▶ **WHAT YOU ARE ASKED TO DO**:
Only text is carried over. Reproduce the entries below exactly.

▶ **RECORDS TO USE**:
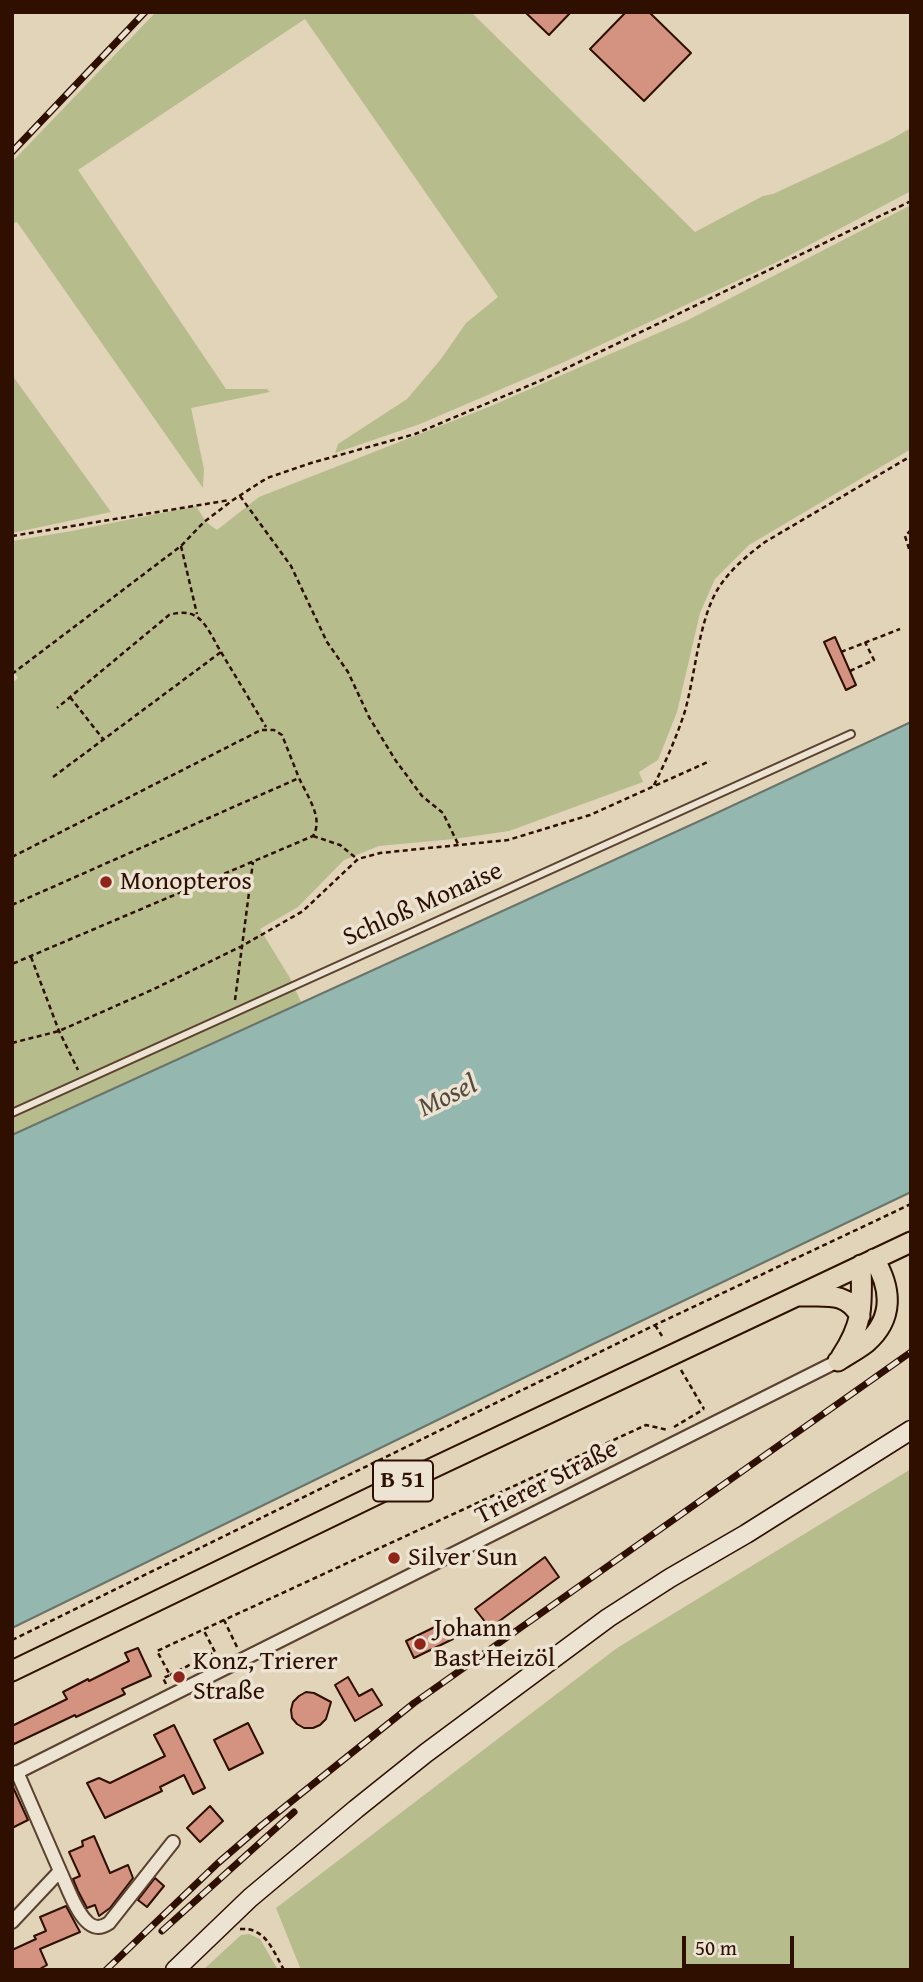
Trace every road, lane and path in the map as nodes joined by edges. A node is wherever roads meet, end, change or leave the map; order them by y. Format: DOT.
graph roads {
  1 [pos="911,201"];
  2 [pos="911,456"];
  3 [pos="240,496"];
  4 [pos="233,500"];
  5 [pos="911,530"];
  6 [pos="12,536"];
  7 [pos="181,546"];
  8 [pos="911,555"];
  9 [pos="198,616"];
  10 [pos="900,629"];
  11 [pos="865,642"];
  12 [pos="222,652"];
  13 [pos="841,652"];
  14 [pos="850,671"];
  15 [pos="12,674"];
  16 [pos="70,697"];
  17 [pos="57,708"];
  18 [pos="267,729"];
  19 [pos="851,734"];
  20 [pos="103,739"];
  21 [pos="710,761"];
  22 [pos="53,777"];
  23 [pos="299,778"];
  24 [pos="654,785"];
  25 [pos="313,836"];
  26 [pos="459,846"];
  27 [pos="12,857"];
  28 [pos="358,859"];
  29 [pos="253,862"];
  30 [pos="12,905"];
  31 [pos="242,946"];
  32 [pos="31,956"];
  33 [pos="12,964"];
  34 [pos="237,1010"];
  35 [pos="60,1031"];
  36 [pos="12,1042"];
  37 [pos="82,1080"];
  38 [pos="12,1113"];
  39 [pos="911,1204"];
  40 [pos="911,1242"];
  41 [pos="868,1262"];
  42 [pos="797,1296"];
  43 [pos="860,1316"];
  44 [pos="655,1325"];
  45 [pos="662,1336"];
  46 [pos="838,1361"];
  47 [pos="681,1370"];
  48 [pos="704,1409"];
  49 [pos="713,1425"];
  50 [pos="911,1430"];
  51 [pos="224,1620"];
  52 [pos="203,1629"];
  53 [pos="12,1640"];
  54 [pos="244,1660"];
  55 [pos="12,1671"];
  56 [pos="170,1675"];
  57 [pos="172,1695"];
  58 [pos="14,1774"];
  59 [pos="173,1842"];
  60 [pos="60,1871"];
  61 [pos="12,1922"];
  62 [pos="224,1923"];
  63 [pos="175,1970"];
  64 [pos="284,1970"];
  1 -- 3 [label="path"];
  2 -- 24 [label="path"];
  3 -- 4 [label="path"];
  3 -- 26 [label="path"];
  4 -- 6 [label="path"];
  4 -- 7 [label="path"];
  5 -- 8 [label="path"];
  7 -- 9 [label="path"];
  7 -- 15 [label="path"];
  9 -- 12 [label="path"];
  9 -- 16 [label="path"];
  10 -- 11 [label="path"];
  11 -- 13 [label="path"];
  11 -- 14 [label="path"];
  12 -- 18 [label="path"];
  12 -- 20 [label="path"];
  16 -- 17 [label="path"];
  16 -- 20 [label="path"];
  18 -- 23 [label="path"];
  18 -- 27 [label="path"];
  19 -- 34 [label="lane, Schloß Monaise"];
  20 -- 22 [label="path"];
  21 -- 24 [label="path"];
  23 -- 25 [label="path"];
  23 -- 30 [label="path"];
  24 -- 26 [label="path"];
  25 -- 28 [label="path"];
  25 -- 29 [label="path"];
  26 -- 28 [label="path"];
  28 -- 31 [label="path"];
  29 -- 31 [label="path"];
  29 -- 32 [label="path"];
  31 -- 34 [label="path"];
  31 -- 35 [label="path"];
  32 -- 33 [label="path"];
  32 -- 35 [label="path"];
  34 -- 37 [label="lane, Schloß Monaise"];
  35 -- 36 [label="path"];
  35 -- 37 [label="path"];
  37 -- 38 [label="lane, Schloß Monaise"];
  39 -- 44 [label="path"];
  40 -- 41 [label="main road, B 51"];
  41 -- 42 [label="main road, B 51"];
  41 -- 43 [label="main road"];
  41 -- 46 [label="main road"];
  42 -- 43 [label="main road"];
  42 -- 55 [label="main road, B 51"];
  43 -- 46 [label="main road"];
  44 -- 45 [label="path"];
  44 -- 53 [label="path"];
  46 -- 49 [label="street, Trierer Straße"];
  47 -- 48 [label="path"];
  48 -- 49 [label="path"];
  48 -- 51 [label="path"];
  49 -- 54 [label="street, Trierer Straße"];
  50 -- 62 [label="street"];
  51 -- 52 [label="path"];
  51 -- 54 [label="path"];
  52 -- 56 [label="path"];
  52 -- 56 [label="path"];
  54 -- 57 [label="street, Trierer Straße"];
  56 -- 57 [label="path"];
  57 -- 58 [label="street, Trierer Straße"];
  58 -- 60 [label="street"];
  59 -- 60 [label="street"];
  60 -- 61 [label="street"];
  62 -- 63 [label="street"];
  62 -- 64 [label="path"];
}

▶ **ANSWER**:
Trace every road, lane and path in the map as nodes joined by edges. A node is wherever roads meet, end, change or leave the map; order them by y. Format: DOT.
graph roads {
  1 [pos="911,201"];
  2 [pos="911,456"];
  3 [pos="240,496"];
  4 [pos="233,500"];
  5 [pos="911,530"];
  6 [pos="12,536"];
  7 [pos="181,546"];
  8 [pos="911,555"];
  9 [pos="198,616"];
  10 [pos="900,629"];
  11 [pos="865,642"];
  12 [pos="222,652"];
  13 [pos="841,652"];
  14 [pos="850,671"];
  15 [pos="12,674"];
  16 [pos="70,697"];
  17 [pos="57,708"];
  18 [pos="267,729"];
  19 [pos="851,734"];
  20 [pos="103,739"];
  21 [pos="710,761"];
  22 [pos="53,777"];
  23 [pos="299,778"];
  24 [pos="654,785"];
  25 [pos="313,836"];
  26 [pos="459,846"];
  27 [pos="12,857"];
  28 [pos="358,859"];
  29 [pos="253,862"];
  30 [pos="12,905"];
  31 [pos="242,946"];
  32 [pos="31,956"];
  33 [pos="12,964"];
  34 [pos="237,1010"];
  35 [pos="60,1031"];
  36 [pos="12,1042"];
  37 [pos="82,1080"];
  38 [pos="12,1113"];
  39 [pos="911,1204"];
  40 [pos="911,1242"];
  41 [pos="868,1262"];
  42 [pos="797,1296"];
  43 [pos="860,1316"];
  44 [pos="655,1325"];
  45 [pos="662,1336"];
  46 [pos="838,1361"];
  47 [pos="681,1370"];
  48 [pos="704,1409"];
  49 [pos="713,1425"];
  50 [pos="911,1430"];
  51 [pos="224,1620"];
  52 [pos="203,1629"];
  53 [pos="12,1640"];
  54 [pos="244,1660"];
  55 [pos="12,1671"];
  56 [pos="170,1675"];
  57 [pos="172,1695"];
  58 [pos="14,1774"];
  59 [pos="173,1842"];
  60 [pos="60,1871"];
  61 [pos="12,1922"];
  62 [pos="224,1923"];
  63 [pos="175,1970"];
  64 [pos="284,1970"];
  1 -- 3 [label="path"];
  2 -- 24 [label="path"];
  3 -- 4 [label="path"];
  3 -- 26 [label="path"];
  4 -- 6 [label="path"];
  4 -- 7 [label="path"];
  5 -- 8 [label="path"];
  7 -- 9 [label="path"];
  7 -- 15 [label="path"];
  9 -- 12 [label="path"];
  9 -- 16 [label="path"];
  10 -- 11 [label="path"];
  11 -- 13 [label="path"];
  11 -- 14 [label="path"];
  12 -- 18 [label="path"];
  12 -- 20 [label="path"];
  16 -- 17 [label="path"];
  16 -- 20 [label="path"];
  18 -- 23 [label="path"];
  18 -- 27 [label="path"];
  19 -- 34 [label="lane, Schloß Monaise"];
  20 -- 22 [label="path"];
  21 -- 24 [label="path"];
  23 -- 25 [label="path"];
  23 -- 30 [label="path"];
  24 -- 26 [label="path"];
  25 -- 28 [label="path"];
  25 -- 29 [label="path"];
  26 -- 28 [label="path"];
  28 -- 31 [label="path"];
  29 -- 31 [label="path"];
  29 -- 32 [label="path"];
  31 -- 34 [label="path"];
  31 -- 35 [label="path"];
  32 -- 33 [label="path"];
  32 -- 35 [label="path"];
  34 -- 37 [label="lane, Schloß Monaise"];
  35 -- 36 [label="path"];
  35 -- 37 [label="path"];
  37 -- 38 [label="lane, Schloß Monaise"];
  39 -- 44 [label="path"];
  40 -- 41 [label="main road, B 51"];
  41 -- 42 [label="main road, B 51"];
  41 -- 43 [label="main road"];
  41 -- 46 [label="main road"];
  42 -- 43 [label="main road"];
  42 -- 55 [label="main road, B 51"];
  43 -- 46 [label="main road"];
  44 -- 45 [label="path"];
  44 -- 53 [label="path"];
  46 -- 49 [label="street, Trierer Straße"];
  47 -- 48 [label="path"];
  48 -- 49 [label="path"];
  48 -- 51 [label="path"];
  49 -- 54 [label="street, Trierer Straße"];
  50 -- 62 [label="street"];
  51 -- 52 [label="path"];
  51 -- 54 [label="path"];
  52 -- 56 [label="path"];
  52 -- 56 [label="path"];
  54 -- 57 [label="street, Trierer Straße"];
  56 -- 57 [label="path"];
  57 -- 58 [label="street, Trierer Straße"];
  58 -- 60 [label="street"];
  59 -- 60 [label="street"];
  60 -- 61 [label="street"];
  62 -- 63 [label="street"];
  62 -- 64 [label="path"];
}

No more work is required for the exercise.